Output the data below line for line, exactly, up to and including the line where "Road topology of" appears.

######

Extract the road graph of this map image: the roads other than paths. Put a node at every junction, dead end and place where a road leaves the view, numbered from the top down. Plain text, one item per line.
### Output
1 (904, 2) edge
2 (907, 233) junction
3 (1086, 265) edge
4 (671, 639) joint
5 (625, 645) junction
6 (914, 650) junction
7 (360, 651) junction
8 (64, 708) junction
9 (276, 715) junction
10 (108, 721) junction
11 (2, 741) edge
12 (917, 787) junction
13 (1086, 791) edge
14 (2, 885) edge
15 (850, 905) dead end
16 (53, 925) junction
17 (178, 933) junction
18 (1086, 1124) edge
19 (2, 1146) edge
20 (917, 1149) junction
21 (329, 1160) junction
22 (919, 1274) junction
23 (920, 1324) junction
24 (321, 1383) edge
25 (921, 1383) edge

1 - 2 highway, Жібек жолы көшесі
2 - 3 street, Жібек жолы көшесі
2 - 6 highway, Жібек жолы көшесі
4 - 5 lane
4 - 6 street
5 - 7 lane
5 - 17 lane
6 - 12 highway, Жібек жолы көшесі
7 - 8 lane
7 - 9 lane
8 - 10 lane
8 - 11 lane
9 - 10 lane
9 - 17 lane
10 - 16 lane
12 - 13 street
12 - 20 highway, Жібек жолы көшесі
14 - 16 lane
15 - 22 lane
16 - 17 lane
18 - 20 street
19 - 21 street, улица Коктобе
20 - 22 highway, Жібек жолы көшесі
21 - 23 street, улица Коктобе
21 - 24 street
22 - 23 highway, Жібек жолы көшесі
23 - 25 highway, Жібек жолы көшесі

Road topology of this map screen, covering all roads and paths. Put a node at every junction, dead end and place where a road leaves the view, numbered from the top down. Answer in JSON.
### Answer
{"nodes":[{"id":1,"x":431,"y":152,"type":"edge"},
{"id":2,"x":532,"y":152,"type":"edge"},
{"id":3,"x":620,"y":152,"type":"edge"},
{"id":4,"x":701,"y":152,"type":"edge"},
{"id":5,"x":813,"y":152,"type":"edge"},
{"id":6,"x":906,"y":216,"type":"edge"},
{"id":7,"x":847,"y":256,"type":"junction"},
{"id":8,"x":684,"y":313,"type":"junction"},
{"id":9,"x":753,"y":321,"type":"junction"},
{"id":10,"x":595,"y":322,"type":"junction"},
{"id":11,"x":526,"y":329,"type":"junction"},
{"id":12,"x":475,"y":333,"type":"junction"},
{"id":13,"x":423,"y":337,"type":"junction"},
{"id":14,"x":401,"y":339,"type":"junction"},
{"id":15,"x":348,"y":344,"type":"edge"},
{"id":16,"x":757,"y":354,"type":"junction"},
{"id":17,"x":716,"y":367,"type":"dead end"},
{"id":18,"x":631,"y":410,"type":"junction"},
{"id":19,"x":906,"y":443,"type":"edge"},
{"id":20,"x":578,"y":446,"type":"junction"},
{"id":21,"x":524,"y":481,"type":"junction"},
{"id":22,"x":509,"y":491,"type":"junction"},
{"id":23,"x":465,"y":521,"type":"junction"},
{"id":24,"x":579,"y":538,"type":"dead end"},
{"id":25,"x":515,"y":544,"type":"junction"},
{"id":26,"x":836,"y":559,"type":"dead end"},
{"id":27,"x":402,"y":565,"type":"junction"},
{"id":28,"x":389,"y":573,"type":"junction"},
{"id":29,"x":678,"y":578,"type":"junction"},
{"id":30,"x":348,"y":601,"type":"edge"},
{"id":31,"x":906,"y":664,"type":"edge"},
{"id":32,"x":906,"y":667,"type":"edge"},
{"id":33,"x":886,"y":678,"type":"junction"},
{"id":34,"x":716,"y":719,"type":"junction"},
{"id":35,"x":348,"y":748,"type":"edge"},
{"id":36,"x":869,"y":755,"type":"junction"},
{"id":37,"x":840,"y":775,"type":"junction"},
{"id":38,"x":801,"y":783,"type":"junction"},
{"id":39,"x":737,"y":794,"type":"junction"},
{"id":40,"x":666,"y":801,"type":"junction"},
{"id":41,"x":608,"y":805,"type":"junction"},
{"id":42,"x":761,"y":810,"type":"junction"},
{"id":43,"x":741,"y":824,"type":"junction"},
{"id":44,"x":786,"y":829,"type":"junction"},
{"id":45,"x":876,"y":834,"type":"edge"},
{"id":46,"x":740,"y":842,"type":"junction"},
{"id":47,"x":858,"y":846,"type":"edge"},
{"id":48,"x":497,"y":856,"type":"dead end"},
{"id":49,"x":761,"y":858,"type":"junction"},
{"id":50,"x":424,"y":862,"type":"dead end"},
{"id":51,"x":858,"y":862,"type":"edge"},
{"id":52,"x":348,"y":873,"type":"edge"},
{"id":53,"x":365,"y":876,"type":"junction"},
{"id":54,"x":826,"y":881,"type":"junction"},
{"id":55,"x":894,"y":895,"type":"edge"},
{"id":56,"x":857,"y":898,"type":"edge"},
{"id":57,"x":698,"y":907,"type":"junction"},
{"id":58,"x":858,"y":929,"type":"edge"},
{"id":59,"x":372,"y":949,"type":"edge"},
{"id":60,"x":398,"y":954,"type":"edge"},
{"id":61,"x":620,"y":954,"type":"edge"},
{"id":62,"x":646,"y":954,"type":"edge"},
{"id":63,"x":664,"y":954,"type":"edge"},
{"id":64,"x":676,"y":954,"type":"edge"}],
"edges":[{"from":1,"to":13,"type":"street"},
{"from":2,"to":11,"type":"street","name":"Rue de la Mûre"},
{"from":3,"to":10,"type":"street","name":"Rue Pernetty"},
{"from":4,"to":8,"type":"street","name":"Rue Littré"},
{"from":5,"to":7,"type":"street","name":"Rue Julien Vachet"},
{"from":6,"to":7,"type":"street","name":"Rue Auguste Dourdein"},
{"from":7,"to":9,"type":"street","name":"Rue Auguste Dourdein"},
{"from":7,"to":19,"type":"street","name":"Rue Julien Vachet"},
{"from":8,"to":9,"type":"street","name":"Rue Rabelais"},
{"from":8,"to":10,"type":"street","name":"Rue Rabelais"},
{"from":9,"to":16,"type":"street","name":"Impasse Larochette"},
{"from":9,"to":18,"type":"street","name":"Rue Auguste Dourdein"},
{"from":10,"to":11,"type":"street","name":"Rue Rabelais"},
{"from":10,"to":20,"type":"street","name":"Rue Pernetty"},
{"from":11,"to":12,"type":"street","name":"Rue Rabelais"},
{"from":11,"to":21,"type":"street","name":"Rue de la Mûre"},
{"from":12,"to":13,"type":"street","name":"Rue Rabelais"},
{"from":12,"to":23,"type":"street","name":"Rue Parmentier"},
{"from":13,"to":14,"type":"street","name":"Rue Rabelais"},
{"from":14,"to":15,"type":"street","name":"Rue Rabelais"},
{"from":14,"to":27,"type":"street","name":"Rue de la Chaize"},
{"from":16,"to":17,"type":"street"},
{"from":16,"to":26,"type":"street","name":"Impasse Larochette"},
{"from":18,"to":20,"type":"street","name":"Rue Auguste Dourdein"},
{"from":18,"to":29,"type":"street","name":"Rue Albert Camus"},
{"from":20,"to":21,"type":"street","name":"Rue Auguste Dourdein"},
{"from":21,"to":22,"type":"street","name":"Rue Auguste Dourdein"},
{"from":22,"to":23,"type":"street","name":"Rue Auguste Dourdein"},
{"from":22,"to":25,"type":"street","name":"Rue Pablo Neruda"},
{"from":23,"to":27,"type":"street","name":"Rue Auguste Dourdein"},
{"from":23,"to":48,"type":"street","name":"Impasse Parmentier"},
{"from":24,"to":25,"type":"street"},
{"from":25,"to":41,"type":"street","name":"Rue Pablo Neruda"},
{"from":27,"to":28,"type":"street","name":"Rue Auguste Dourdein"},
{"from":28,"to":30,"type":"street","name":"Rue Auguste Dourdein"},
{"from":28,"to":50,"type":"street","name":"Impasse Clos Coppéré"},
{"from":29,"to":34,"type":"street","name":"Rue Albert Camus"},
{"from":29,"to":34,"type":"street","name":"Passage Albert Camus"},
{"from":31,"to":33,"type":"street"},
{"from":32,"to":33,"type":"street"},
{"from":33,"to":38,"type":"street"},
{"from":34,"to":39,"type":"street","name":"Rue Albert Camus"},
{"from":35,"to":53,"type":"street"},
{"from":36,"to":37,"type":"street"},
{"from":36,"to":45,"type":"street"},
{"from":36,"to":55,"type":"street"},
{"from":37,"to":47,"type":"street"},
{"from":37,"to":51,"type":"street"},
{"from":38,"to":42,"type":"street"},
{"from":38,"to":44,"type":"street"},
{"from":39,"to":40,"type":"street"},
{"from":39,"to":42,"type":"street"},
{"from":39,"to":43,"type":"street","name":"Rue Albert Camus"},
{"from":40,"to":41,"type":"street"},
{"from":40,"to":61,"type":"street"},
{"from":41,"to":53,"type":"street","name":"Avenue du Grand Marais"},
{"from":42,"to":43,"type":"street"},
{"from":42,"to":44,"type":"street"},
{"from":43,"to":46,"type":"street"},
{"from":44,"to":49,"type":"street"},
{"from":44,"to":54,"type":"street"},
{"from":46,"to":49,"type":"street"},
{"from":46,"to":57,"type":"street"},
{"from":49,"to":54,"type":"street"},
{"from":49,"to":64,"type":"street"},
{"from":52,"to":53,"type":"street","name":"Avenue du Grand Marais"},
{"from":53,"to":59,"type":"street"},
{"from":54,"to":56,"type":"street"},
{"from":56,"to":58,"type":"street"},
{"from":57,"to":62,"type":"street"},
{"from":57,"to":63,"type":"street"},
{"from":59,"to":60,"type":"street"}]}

######

Completed task:
Extract the road graph of this map image: the roads other than paths. Put a node at every junction, dead end and place where a road leaves the view, numbered from the top down. Plain text, one item per line.
### Output
1 (904, 2) edge
2 (907, 233) junction
3 (1086, 265) edge
4 (671, 639) joint
5 (625, 645) junction
6 (914, 650) junction
7 (360, 651) junction
8 (64, 708) junction
9 (276, 715) junction
10 (108, 721) junction
11 (2, 741) edge
12 (917, 787) junction
13 (1086, 791) edge
14 (2, 885) edge
15 (850, 905) dead end
16 (53, 925) junction
17 (178, 933) junction
18 (1086, 1124) edge
19 (2, 1146) edge
20 (917, 1149) junction
21 (329, 1160) junction
22 (919, 1274) junction
23 (920, 1324) junction
24 (321, 1383) edge
25 (921, 1383) edge

1 - 2 highway, Жібек жолы көшесі
2 - 3 street, Жібек жолы көшесі
2 - 6 highway, Жібек жолы көшесі
4 - 5 lane
4 - 6 street
5 - 7 lane
5 - 17 lane
6 - 12 highway, Жібек жолы көшесі
7 - 8 lane
7 - 9 lane
8 - 10 lane
8 - 11 lane
9 - 10 lane
9 - 17 lane
10 - 16 lane
12 - 13 street
12 - 20 highway, Жібек жолы көшесі
14 - 16 lane
15 - 22 lane
16 - 17 lane
18 - 20 street
19 - 21 street, улица Коктобе
20 - 22 highway, Жібек жолы көшесі
21 - 23 street, улица Коктобе
21 - 24 street
22 - 23 highway, Жібек жолы көшесі
23 - 25 highway, Жібек жолы көшесі

Road topology of this map screen, covering all roads and paths. Put a node at every junction, dead end and place where a road leaves the view, numbered from the top down. Answer in JSON.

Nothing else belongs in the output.